52. BÖLÜM / VEDA

4.2K 184 17
                                    

İstemediğimiz şeyler olmadan önce zaman su gibi akıp geçerdi ya, bu her zaman geçerli bir kanıdır. Yine öyle olmuştu. Mertoğlu ailesinin evindeki olaylı görüşmenin üzerinden üç gün geçmişti. Ama sanki daha dün gibiydi. O gelmesini hiç istemediğim cumartesi gününe gitgide yaklaşıyorduk.

Bir de bunlar yetmezmiş gibi zor zamanımda yalnızdım. Burçak sağolsun beni hiçbir zaman yalnız bırakmamıştı ama asıl yanımda olmasını istediğim kişi ortalarda yoktu. Pazartesi günü Alper'in nöbetiyle geçen günün ardından Salı da Alper'in uyuyup dinlenmesi ile geçmişti. Sabrın sonu selamettir misali çarşambayı iple çekerken bu sefer de Alper'in önemli bir işi çıkmıştı. Arkadaşının cenazesi mi varmış neymiş, onun için gitmişti.
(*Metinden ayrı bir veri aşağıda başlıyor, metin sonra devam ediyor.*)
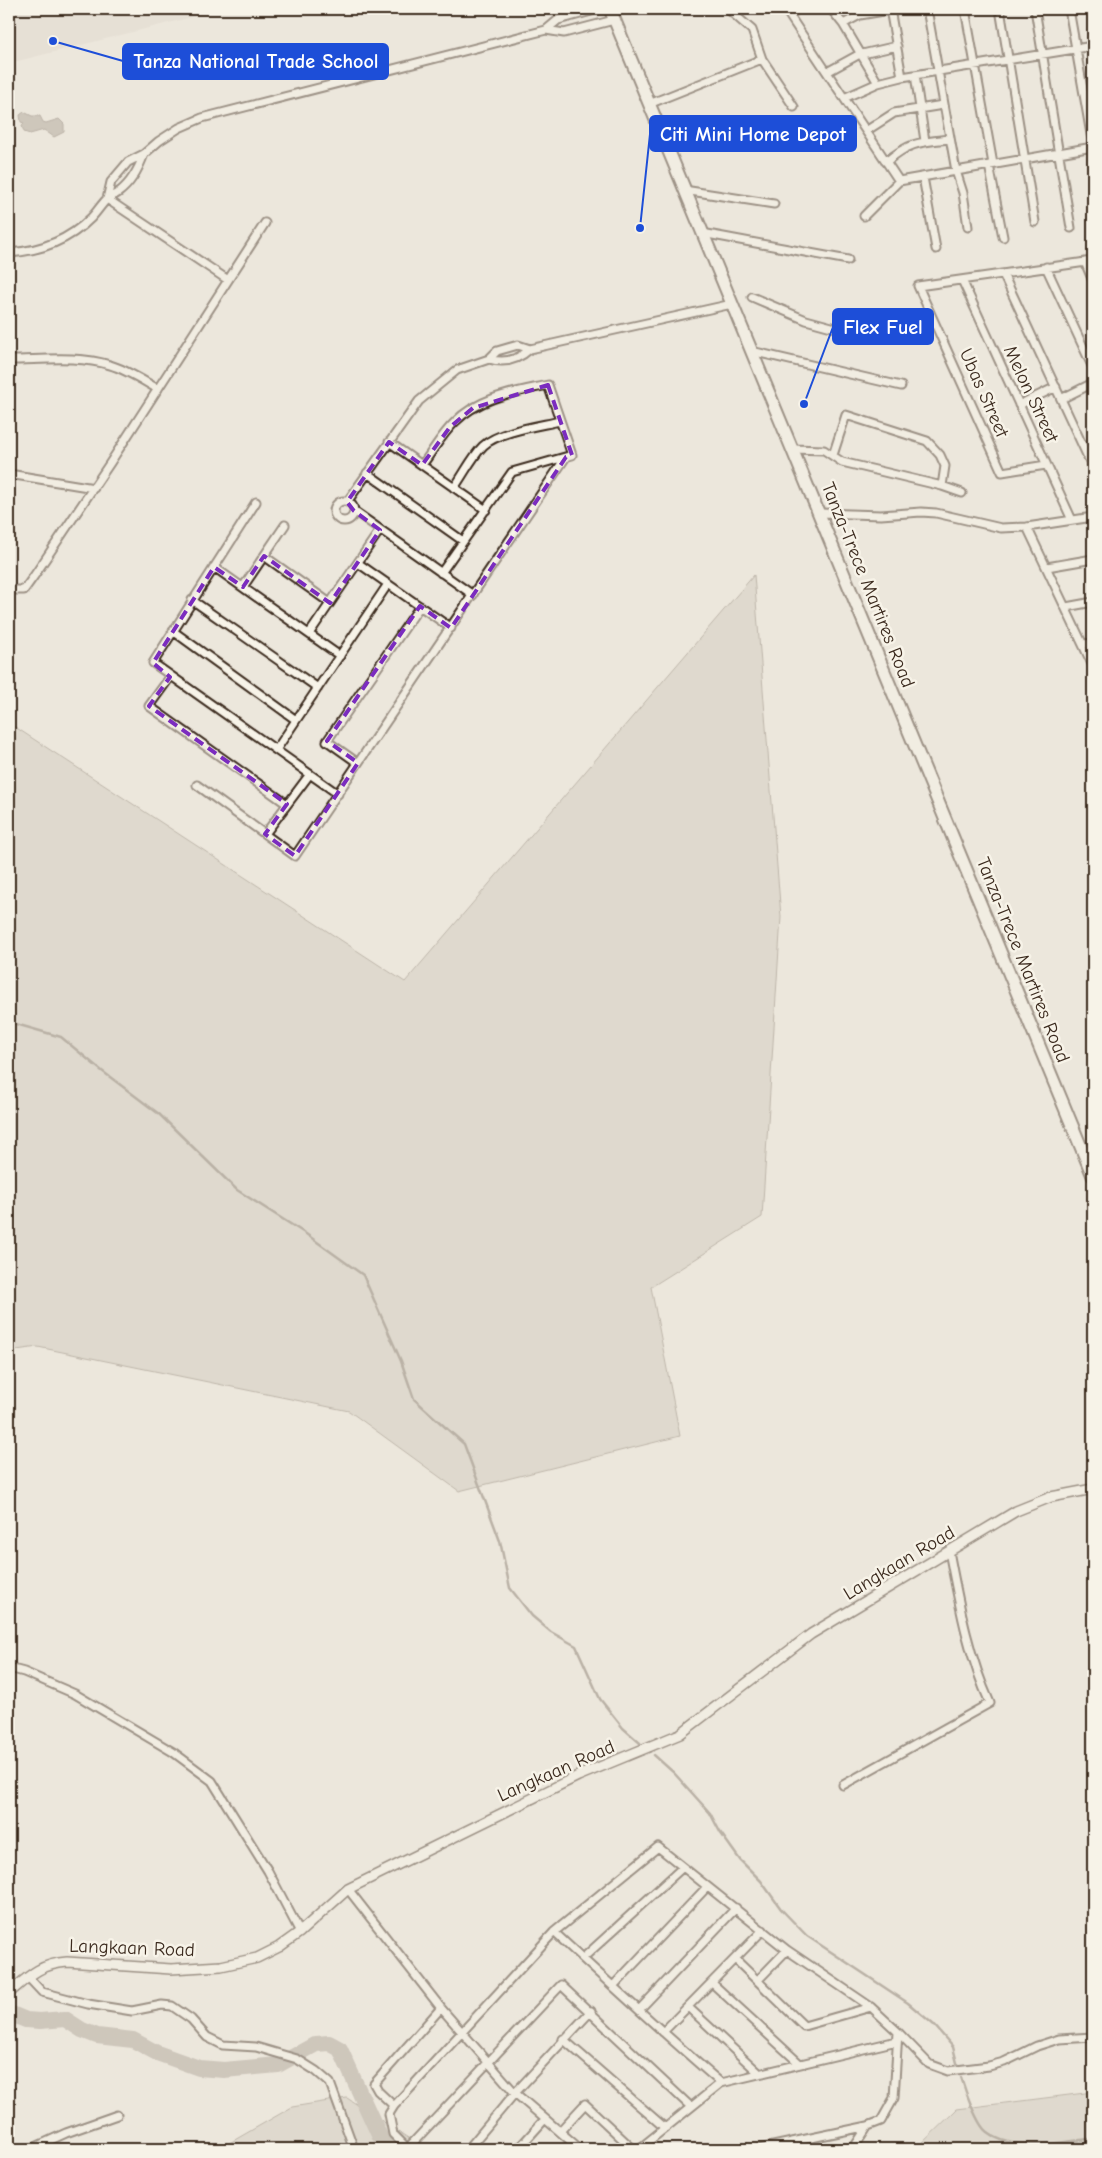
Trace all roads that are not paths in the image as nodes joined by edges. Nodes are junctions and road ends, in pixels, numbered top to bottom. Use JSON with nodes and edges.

Kısacası koskoca üç gündür Alpersizdim. Ve bu bana hiç iyi gelmemişti. Kısa sürede onun varlığına çok alışmıştım. Oysaki onu affetikten sonra ayrı kaldığımız yılların acısını çıkartırım diyordum. Vay benim kadersiz başım! Ne istesem (!) oluyordu gerçekten.

"Bu çekirdeğe de başlayınca duramıyorsun."

Derin bir nefes alıp Burçak'a doğru baktım. Yine de yemeye devam ediyorduk.

"Öyle."

Bacaklarımın üzerine koyduğum telefonu bir kez daha kontrol ettim. Tam tekrar kapatıp çekirdek yemeye devam ediyordum ki balkonda yankılanan zil sesi ile işi gücü bırakıp ayaklandım.

"Kim, Alper mi?" diye sordu Burçak.

Işıl ışıl olan yüzüm ekranda yazan isim ile hemen düşüverdi. Bir kez cıkladım. "Hayır, abim."

"Akın abi de sana aşık oldu bu aralar."

"Cidden."

Burçak haklıydı. Gülcan teyzelerden çıktıktan sonra abim yüz seksen derece değişmişti. Eskisi gibi sinirimi bozacak bir şeyler yapmıyordu. Hatta vedalaşırken sürekli sarılıp öpmüştü.

"Efendim abi." diyerek isteksiz bir ses tonu ile açtım telefonu. Sol kolumu sağ dirseğime yaslayarak dışarıyı izliyordum.

"Alo, nasılsın en sevdiğim kardeşim?"

Gözlerimi devirmemek için kendimi zor tuttum. "Senin benden başka kardeşin yok ki abi. Ama neyse, iyiyim. Sen nasılsın?"

"Ben de iyiyim. Eve yeni geldim."

"Biz de Burçak ile balkonda oturuyorduk." Konuşurken Burçak'a doğru baktığım için el salladığını gördüm. "Selamı var."

"Aleykümselam. Sen de selam söyle. Damat yok mu?"

"Abi ama!"

"Tamam, Alper ne yapıyor?"

"Arkadaşının cenazesi varmış."

"İyi, iyi. Seni üzmüyor değil mi?"

Balkondaki demirlere yaslandım. Yüzüm olabildiğince çok asılmıştı. Yüzünü göremiyordum ki üzsün. Sanki bilerek benimle görüşmediğini hissediyor gibiydim. Pazar gününden beri hiç yüzyüze görüşmemiştik. Nöbetinin olduğu ve evde uyuduğu günde bile sık sık telefonla görüşürdük. Özellikle bugün iki dakika bile konuşabildiysek iyiydi. Aramız tamamen düzeldikten sonra araya bu kadar zaman girmesiyle benden uzaklaştığını hissediyordum.

Sessiz kaldığımı duyan abim ben daha cevap vermeden konuşmaya başladı. "Bak, bir şey yaptıysa hemen söyle. Yüzüne de söyledim. Sırık boyuna bakmam alırım ayağımın altına."

"Yok." dedim hemen. "Bir şey yaptığı yok. İşinde gücünde işte."

Daha sevgili bile olup olmadığımız belli olmayan bir adamı abime şikayet edecek değildim. Telefonu el değiştirip sağ elimdeki yüzüğüme baktım. Çok güzeldi. Kendime yeni yeni itiraf ediyor olsam da, keşke gerçek olsaydı.